WHAT TO WORK ON → Some lines in the material below hold the word "Krog". Copy all of them.

GIVEN ENTRIES →

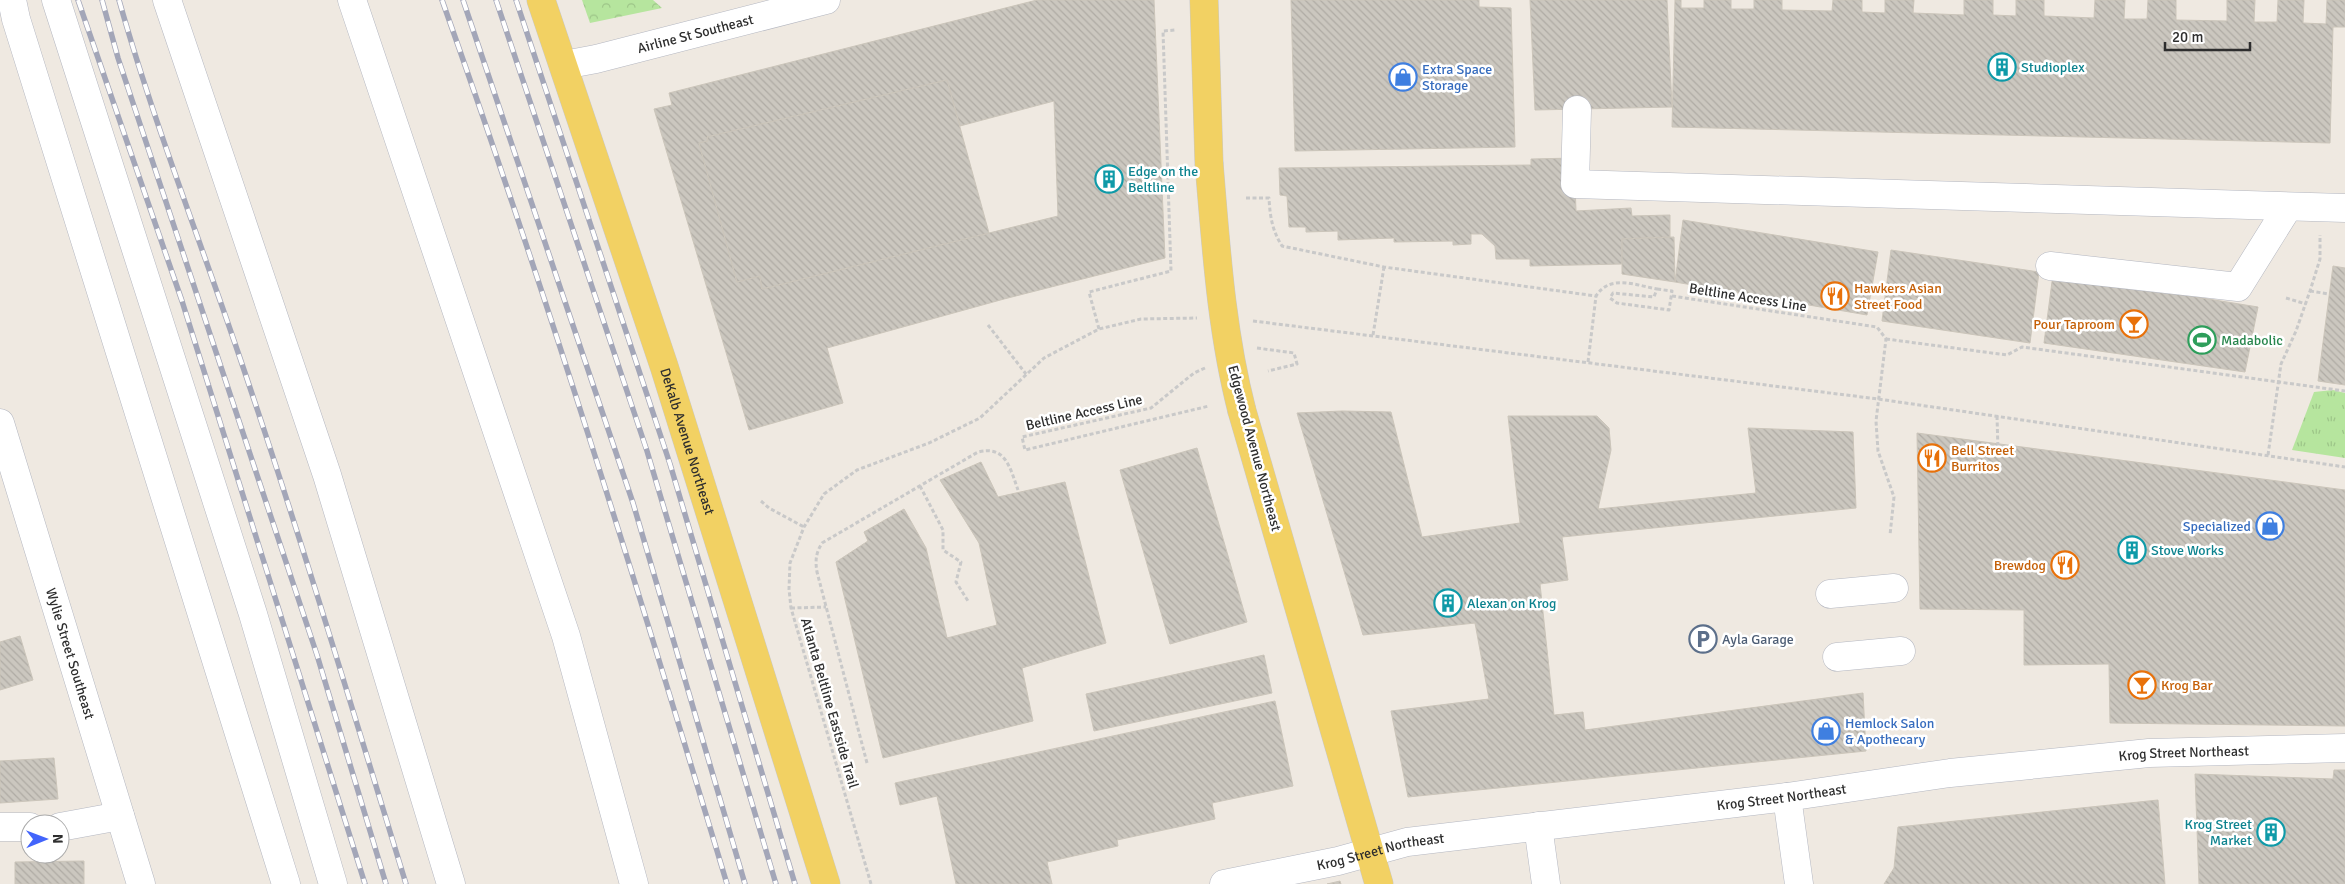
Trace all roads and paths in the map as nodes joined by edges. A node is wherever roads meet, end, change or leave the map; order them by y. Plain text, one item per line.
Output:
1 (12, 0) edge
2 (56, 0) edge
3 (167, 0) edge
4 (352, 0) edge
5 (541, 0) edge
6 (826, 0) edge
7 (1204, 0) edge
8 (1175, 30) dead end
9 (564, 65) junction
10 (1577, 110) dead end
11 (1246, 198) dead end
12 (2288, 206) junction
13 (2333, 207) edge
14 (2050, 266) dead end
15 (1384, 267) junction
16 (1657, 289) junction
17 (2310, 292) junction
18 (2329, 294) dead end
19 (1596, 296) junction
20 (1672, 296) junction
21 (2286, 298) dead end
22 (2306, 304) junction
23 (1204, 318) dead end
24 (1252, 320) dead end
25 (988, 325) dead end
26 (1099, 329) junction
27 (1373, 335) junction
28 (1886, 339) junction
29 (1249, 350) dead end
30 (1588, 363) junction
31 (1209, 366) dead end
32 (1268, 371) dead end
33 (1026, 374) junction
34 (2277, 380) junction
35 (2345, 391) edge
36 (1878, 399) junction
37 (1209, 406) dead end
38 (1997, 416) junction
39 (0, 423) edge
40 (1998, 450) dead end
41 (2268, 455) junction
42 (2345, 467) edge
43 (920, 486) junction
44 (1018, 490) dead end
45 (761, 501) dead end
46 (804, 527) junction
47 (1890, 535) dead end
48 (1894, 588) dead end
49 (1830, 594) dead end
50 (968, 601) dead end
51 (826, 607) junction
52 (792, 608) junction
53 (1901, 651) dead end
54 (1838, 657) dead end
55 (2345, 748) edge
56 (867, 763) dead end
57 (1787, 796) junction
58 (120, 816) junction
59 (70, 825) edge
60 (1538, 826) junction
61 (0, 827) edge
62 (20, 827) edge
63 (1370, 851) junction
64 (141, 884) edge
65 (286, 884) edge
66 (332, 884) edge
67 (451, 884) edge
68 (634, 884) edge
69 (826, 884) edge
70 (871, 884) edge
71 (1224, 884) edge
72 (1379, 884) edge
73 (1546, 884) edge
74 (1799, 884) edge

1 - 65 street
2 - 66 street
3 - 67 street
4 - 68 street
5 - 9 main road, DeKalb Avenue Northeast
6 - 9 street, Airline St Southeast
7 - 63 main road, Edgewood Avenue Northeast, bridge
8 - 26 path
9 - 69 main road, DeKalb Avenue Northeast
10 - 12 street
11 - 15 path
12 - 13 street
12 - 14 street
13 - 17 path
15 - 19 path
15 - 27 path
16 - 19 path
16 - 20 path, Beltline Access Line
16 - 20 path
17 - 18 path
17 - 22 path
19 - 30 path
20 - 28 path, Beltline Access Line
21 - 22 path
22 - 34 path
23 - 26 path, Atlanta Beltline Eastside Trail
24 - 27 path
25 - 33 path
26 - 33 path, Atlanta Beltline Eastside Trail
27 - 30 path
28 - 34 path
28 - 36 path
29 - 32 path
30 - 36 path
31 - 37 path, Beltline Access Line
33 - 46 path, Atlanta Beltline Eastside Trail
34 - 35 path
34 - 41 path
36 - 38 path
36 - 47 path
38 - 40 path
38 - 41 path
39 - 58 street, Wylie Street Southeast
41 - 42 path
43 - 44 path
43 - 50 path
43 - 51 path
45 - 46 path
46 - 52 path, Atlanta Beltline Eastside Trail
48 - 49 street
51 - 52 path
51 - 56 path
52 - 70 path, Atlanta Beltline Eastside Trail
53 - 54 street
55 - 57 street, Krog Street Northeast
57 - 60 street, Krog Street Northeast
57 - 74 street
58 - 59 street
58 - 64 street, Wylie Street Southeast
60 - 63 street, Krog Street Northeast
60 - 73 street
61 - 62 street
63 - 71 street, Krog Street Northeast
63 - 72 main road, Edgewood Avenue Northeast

EXERCISE SOLUTION →
55 - 57 street, Krog Street Northeast
57 - 60 street, Krog Street Northeast
60 - 63 street, Krog Street Northeast
63 - 71 street, Krog Street Northeast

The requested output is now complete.